As a lifelong trout fisherman, I’m familiar with the North Shore’s endless cycle of drought and flood. Generally speaking, Lake Superior’s boreal ecosystem depends on lots of moisture from deep winter snow and summer fog and rain. The rugged, rocky landscape has little capacity to retain precipitation, which quickly runs off during the spring melt or after a rain. The water levels in North Shore streams respond quickly to freshets and may rise a foot or more almost immediately after a rain.
Typically, high water has minimal effect on the streams, which essentially flow over bedrock. Exceptions are streams flowing through glacial deposits of sand or gravel, where floodwaters and the debris they contain can scour the channel or cut a new course. I’ve seen this happen on some Ontario streams, such as the Cypress River.
When I first began fishing the Cypress 20-some years ago, it was among the most beautiful trout streams I’ve seen. Flowing over a bed of cobble and gravel, the river meandered through a forest of balsam, spruce and cedar, tumbling over shallow riffles into deep pools. A favorite river of trout anglers seeking steelhead, which make a spring spawning run from Lake Superior, the Cypress was also the last stronghold of Superior’s native “coaster” brook trout.
We used to pack a lunch when fishing the Cypress, because it took the better part of a day to fish through a couple of miles of river. Back then, you could see the river was shaped by occasional floods, because there were places where high flows had cut new channels and piled up log jams of debris.
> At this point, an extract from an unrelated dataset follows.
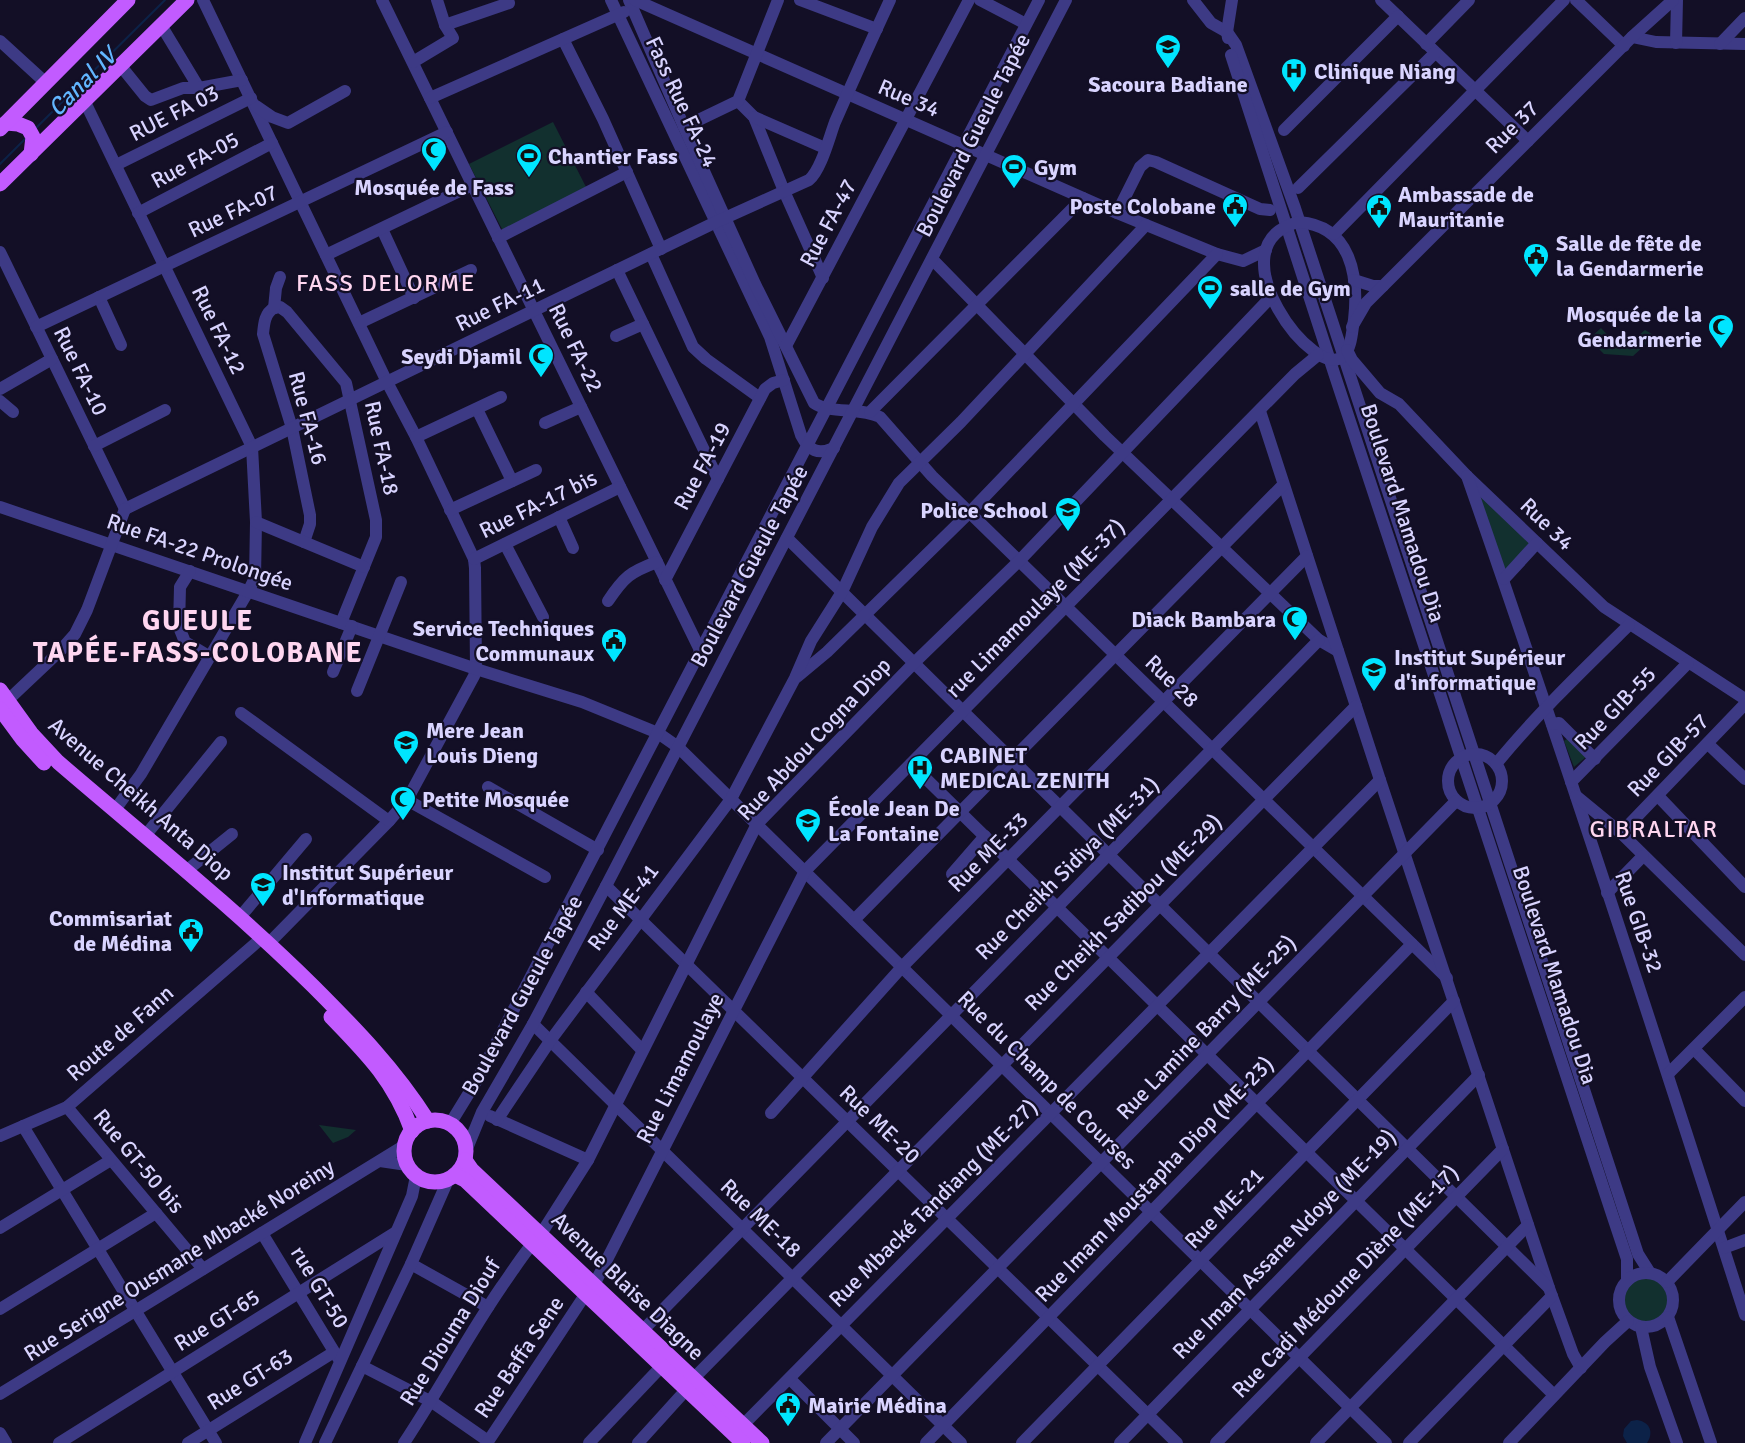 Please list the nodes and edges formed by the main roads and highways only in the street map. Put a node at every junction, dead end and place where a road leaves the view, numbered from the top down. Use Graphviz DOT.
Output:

The new channels were essentially long, straight riffles with little cover for trout. We walked around riffles to fish the many meandering pools. Some of the pools were so famous among anglers they’d been given names like Red Rocks, McDougal’s and Scotty’s Run.
The Cypress changed first during the 1990s, when summer rain flooded the river and led to the closure of the Trans Canada Highway. Raging waters roared through the woods on a straight course for Lake Superior. When the flood receded, the meandering stream so loved by anglers was a straight, rocky channel littered with tree trunks and woody debris. The pools at Red Rocks were filled with rocks and scarcely recognizable from before. Fortunately, the upper pools a Scotty’s Run and McDougal’s were intact. However, they were eliminated by another flood a few years later. Steelhead and coasters still spawn in the Cypress, but there are far fewer pools to fish for them. It takes years for a river to dig new pools and clear away debris. For a fisherman’s point of view, the Cypress is slowly recovering, but it will be longer than a human lifetime until it becomes the river it used to be.
We rarely associate flooding with the North Shore, even though it is a regular occurrence. The same can be said of other natural events--wind storms, ice storms, blizzards and wildfire. Acts of Nature have shaped the North Shore landscape for thousands of years. A natural event only becomes a natural disaster when human development is in harm’s way.